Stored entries
===

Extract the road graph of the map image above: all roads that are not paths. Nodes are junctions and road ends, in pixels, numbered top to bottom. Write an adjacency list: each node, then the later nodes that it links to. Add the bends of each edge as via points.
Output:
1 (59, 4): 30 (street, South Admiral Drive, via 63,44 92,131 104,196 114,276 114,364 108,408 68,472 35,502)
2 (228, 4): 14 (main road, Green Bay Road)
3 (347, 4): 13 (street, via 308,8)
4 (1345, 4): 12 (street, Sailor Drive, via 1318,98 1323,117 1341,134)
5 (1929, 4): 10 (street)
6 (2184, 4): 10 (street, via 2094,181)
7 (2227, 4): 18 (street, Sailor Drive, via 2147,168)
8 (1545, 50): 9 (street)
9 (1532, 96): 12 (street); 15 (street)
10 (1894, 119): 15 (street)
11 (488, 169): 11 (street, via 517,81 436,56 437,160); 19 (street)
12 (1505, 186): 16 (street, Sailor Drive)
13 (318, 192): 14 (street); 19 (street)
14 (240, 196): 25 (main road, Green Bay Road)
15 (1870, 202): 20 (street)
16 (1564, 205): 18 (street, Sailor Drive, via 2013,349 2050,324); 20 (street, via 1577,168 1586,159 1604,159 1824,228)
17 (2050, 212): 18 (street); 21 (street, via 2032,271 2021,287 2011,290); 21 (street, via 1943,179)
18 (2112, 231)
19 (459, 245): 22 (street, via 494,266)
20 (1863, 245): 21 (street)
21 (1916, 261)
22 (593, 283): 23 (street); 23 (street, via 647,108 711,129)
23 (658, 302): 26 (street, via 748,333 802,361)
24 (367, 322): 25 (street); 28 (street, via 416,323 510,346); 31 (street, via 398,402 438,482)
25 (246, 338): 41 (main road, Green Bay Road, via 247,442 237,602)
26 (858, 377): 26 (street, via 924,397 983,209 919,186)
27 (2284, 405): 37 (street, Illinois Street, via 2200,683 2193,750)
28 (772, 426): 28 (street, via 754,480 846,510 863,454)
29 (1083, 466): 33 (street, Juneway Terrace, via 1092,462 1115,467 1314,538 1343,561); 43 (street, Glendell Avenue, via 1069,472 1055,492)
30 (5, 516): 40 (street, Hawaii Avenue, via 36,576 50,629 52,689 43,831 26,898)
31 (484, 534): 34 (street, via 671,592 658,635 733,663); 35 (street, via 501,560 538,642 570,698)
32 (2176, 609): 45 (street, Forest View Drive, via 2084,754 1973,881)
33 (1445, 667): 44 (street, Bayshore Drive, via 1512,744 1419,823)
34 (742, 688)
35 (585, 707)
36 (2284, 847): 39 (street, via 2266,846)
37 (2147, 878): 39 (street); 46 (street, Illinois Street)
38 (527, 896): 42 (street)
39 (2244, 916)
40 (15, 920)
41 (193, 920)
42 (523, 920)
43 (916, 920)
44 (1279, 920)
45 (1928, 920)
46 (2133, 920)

===

▶ [What you need to do] In the records above, which lines hold the string "Sailor"? Copy each one.

▶ [Exercise answer]
4 (1345, 4): 12 (street, Sailor Drive, via 1318,98 1323,117 1341,134)
7 (2227, 4): 18 (street, Sailor Drive, via 2147,168)
12 (1505, 186): 16 (street, Sailor Drive)
16 (1564, 205): 18 (street, Sailor Drive, via 2013,349 2050,324); 20 (street, via 1577,168 1586,159 1604,159 1824,228)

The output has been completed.